ILLUSTRATION: A photographer tells of a young man who wanted duplicate copies of his girlfriend’s picture. The photographer noticed the following inscription on the back of the portrait, “My dearest Tom, I love you with all my heart. I love you more and more each day. I will love you forever and ever. I am yours for all eternity.” Signed, Dianne. “P.S. If we ever break up, I want this picture back.”

  • That is not a quality decision. A quality decision is no turning back!

ILLUSTRATION: Polycarp’s Decision.
The year was A.D. 155, and the persecution against Christians swept across the Roman Empire and came to the city of Smyrna. The proconsul of Symrna, swept up in this persecution, put out an order that the Bishop of Symrna, Polycarp, was to be found, arrested, and brought to the public arena for execution. They found Polycarp and brought him before thousands of spectators screaming for blood. But the proconsul had compassion on this man who was almost a hundred years old. He signaled the crowd to silence. To Polycarp he said, “Curse the Christ and live.” The crowd waited for the old man to answer.

  • In an amazingly strong voice, he said, “Eighty and six years have I served him, and he has done me no wrong. How dare I blaspheme the name of my king and Lord!” With that Polycarp became a martyr.
  • You are never too old to make a decision.
  • Now this type of decision, dying for Jesus, may be like a ‘WOW’ in your thinking.
  • Can I give you a thought about this about this type of decision?
  • Making a decision to die is easier than laying your living life down here every day.
  • Dying is easy – living is the trick!
  • Hear Jesus on this out of the Amplified.

Matthew 10:38 (AMP)
38 “And he who does not take up his cross and follow me [cleave steadfastly to Me, conforming wholly to my example in living and, if need be, in dying also] is not worthy of Me. Whoever finds his lower life will lose the higher life], and whoever loses his lower life on My account will find the higher life.
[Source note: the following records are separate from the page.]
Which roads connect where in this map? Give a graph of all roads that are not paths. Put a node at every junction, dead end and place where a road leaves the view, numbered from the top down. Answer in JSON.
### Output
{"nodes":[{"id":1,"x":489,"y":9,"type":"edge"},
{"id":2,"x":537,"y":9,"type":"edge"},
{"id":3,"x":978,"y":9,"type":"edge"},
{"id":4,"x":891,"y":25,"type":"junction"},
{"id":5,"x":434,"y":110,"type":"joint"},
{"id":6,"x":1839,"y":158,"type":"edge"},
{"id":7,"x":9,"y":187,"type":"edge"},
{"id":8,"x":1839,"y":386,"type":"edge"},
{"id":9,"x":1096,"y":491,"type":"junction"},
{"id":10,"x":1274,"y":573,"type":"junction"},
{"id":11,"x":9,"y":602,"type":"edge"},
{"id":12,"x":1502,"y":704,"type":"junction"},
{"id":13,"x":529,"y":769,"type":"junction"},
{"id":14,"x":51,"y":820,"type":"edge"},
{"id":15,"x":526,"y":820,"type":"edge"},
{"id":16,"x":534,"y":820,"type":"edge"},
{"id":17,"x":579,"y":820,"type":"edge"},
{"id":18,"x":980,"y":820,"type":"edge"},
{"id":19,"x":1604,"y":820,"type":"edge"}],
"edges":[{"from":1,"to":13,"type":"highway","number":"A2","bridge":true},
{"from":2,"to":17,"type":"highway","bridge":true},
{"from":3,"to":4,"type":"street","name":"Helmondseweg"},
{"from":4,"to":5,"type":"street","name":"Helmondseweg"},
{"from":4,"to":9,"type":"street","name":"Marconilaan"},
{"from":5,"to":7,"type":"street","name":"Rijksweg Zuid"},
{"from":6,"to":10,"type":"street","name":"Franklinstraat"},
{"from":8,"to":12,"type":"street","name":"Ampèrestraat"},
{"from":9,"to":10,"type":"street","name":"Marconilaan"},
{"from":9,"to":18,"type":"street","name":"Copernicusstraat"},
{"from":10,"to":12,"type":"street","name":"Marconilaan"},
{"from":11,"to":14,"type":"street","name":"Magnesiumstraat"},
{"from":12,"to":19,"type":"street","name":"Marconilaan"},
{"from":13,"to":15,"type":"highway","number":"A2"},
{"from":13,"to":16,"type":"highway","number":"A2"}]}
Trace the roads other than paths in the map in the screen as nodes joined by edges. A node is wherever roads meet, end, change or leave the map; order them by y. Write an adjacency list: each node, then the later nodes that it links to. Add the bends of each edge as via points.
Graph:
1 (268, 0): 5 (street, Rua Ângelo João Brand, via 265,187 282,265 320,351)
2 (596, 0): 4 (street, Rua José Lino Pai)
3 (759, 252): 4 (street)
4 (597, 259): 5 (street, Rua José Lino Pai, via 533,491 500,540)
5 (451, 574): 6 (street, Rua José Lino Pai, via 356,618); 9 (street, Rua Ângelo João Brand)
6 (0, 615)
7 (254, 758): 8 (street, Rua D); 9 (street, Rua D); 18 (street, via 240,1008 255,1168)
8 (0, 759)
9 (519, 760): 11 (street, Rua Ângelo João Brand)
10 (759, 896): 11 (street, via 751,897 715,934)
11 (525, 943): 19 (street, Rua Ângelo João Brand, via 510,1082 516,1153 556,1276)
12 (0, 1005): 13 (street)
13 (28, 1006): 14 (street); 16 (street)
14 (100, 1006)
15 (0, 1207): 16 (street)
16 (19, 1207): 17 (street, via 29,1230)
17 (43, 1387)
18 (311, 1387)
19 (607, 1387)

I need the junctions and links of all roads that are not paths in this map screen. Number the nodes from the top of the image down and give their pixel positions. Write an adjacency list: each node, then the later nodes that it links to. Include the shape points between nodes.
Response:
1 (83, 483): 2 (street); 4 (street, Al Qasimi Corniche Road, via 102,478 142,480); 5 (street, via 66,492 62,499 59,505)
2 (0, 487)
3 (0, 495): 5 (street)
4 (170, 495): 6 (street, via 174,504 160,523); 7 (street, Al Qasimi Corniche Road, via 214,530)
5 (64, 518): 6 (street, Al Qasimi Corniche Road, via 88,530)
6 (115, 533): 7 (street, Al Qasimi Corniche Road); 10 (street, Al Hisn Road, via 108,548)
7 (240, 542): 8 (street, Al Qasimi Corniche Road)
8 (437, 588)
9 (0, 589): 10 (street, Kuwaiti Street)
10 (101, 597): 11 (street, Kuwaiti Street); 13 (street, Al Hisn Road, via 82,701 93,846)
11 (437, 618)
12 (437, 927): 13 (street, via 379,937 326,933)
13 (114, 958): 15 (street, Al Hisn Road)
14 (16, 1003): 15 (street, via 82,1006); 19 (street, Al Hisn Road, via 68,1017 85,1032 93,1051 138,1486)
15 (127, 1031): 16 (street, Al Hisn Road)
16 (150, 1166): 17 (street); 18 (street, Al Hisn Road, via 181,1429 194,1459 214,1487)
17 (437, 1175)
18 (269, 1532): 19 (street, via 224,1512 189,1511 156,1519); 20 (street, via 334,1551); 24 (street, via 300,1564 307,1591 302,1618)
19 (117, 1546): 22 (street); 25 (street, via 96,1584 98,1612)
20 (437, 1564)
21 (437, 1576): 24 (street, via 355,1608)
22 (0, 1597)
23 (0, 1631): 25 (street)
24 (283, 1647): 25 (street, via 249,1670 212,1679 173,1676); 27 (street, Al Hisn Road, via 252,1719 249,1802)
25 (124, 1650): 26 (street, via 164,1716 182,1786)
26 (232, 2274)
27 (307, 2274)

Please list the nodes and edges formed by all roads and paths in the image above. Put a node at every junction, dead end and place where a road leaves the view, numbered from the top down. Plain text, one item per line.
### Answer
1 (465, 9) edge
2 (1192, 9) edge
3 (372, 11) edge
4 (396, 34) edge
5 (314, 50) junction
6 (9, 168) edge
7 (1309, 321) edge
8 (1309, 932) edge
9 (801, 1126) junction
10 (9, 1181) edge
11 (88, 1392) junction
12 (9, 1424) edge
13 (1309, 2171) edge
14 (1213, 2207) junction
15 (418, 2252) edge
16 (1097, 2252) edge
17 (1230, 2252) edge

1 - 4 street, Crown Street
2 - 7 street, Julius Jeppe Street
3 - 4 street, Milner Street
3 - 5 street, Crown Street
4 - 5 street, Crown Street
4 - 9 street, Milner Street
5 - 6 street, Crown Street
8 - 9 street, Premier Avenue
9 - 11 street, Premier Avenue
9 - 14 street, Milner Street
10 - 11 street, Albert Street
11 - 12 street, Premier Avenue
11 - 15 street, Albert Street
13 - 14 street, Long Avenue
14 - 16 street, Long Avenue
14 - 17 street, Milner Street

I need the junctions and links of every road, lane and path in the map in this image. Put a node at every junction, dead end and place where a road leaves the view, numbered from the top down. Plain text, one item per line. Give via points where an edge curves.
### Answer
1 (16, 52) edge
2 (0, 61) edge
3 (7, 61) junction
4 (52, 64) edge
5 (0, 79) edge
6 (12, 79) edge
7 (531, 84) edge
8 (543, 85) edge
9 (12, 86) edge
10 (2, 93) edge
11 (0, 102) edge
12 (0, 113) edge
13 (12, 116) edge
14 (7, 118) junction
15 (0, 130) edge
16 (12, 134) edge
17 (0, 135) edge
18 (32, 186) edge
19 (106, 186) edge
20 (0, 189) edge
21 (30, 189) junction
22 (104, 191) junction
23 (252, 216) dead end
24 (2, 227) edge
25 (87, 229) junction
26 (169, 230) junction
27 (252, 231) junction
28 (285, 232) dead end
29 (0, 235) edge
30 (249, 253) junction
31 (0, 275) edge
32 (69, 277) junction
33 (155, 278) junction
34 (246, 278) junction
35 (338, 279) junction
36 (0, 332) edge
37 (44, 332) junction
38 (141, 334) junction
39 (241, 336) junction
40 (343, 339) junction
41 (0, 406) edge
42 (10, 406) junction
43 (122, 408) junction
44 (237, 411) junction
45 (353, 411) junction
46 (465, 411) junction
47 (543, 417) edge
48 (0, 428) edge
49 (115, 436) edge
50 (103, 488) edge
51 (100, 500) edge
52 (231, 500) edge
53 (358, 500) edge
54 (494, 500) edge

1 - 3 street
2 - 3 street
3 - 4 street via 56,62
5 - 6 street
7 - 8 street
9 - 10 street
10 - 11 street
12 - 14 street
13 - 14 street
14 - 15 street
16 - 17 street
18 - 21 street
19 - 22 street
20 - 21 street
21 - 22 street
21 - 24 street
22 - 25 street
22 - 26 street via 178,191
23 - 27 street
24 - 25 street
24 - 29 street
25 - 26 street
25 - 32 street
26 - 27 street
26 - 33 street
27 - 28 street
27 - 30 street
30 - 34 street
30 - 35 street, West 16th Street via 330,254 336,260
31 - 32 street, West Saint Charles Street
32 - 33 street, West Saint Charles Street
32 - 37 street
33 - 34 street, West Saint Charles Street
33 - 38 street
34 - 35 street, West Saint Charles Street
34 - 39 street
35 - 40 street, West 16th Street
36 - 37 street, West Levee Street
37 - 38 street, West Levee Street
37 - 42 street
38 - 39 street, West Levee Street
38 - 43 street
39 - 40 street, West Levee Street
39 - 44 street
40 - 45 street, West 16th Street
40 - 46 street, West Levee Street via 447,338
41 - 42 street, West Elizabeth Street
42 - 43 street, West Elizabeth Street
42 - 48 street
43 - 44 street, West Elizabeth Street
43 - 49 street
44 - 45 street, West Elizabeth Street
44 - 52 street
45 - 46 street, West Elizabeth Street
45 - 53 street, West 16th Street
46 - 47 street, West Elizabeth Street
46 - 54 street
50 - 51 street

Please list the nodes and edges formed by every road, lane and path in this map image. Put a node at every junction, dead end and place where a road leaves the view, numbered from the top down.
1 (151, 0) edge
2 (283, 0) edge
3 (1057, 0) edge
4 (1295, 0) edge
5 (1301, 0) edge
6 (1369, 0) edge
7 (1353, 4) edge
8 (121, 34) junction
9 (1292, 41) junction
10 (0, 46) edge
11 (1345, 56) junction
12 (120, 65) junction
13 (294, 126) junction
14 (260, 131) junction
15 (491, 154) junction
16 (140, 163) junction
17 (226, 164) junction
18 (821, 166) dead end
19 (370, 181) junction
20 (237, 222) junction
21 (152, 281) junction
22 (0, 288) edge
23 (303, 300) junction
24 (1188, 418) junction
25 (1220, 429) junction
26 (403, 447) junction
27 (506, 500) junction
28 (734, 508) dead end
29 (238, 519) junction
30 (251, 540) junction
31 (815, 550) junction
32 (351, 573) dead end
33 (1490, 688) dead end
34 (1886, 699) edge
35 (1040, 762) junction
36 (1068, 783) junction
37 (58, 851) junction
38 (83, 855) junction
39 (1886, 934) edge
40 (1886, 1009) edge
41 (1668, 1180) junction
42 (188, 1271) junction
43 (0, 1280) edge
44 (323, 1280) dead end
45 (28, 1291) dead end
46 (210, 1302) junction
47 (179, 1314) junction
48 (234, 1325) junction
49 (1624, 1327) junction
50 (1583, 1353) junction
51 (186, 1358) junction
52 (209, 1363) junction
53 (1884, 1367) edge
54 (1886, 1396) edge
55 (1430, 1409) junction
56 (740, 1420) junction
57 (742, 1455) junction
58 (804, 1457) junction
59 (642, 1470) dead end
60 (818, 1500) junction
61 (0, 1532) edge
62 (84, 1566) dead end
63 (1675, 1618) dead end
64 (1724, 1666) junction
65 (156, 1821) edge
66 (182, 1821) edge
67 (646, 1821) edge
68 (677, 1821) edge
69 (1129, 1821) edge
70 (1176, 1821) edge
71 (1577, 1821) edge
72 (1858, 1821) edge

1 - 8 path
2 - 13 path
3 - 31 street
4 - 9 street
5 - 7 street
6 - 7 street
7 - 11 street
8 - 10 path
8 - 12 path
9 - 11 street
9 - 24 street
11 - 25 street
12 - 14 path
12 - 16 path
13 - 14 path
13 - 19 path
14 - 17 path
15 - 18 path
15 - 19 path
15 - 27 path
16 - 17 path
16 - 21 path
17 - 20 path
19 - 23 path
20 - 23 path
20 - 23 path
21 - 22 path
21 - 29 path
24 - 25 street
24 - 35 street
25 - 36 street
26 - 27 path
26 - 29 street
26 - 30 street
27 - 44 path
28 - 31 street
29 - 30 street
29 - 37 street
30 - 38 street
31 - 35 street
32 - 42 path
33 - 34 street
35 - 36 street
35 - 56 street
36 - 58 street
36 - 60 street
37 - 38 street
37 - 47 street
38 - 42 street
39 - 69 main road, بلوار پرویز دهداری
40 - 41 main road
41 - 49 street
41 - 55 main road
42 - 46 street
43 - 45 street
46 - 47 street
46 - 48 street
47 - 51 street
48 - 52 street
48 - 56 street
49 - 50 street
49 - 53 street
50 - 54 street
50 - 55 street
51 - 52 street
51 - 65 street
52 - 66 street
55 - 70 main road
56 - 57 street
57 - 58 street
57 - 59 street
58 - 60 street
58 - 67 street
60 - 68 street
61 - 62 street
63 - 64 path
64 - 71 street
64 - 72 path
  • You do not want to be an accident – you want to be an ‘on purpose’.

You need to make decisions of quality because if you don’t, the only good that you will do will be by accident.

Call to Action:

On the top of a hill in a Midwestern state stands a courthouse so situated that raindrops falling on one side of the roof travel by way of the Great Lakes into the Atlantic, while drops landing on the opposite side find their way through the Ohio and Mississippi to the Gulf. Just a breath of wind one way or the other may determine whether a single raindrop will end up either in the Gulf or in the Atlantic. Even so, one single decision is enough to determine a man’s destiny. Have you made the right decision?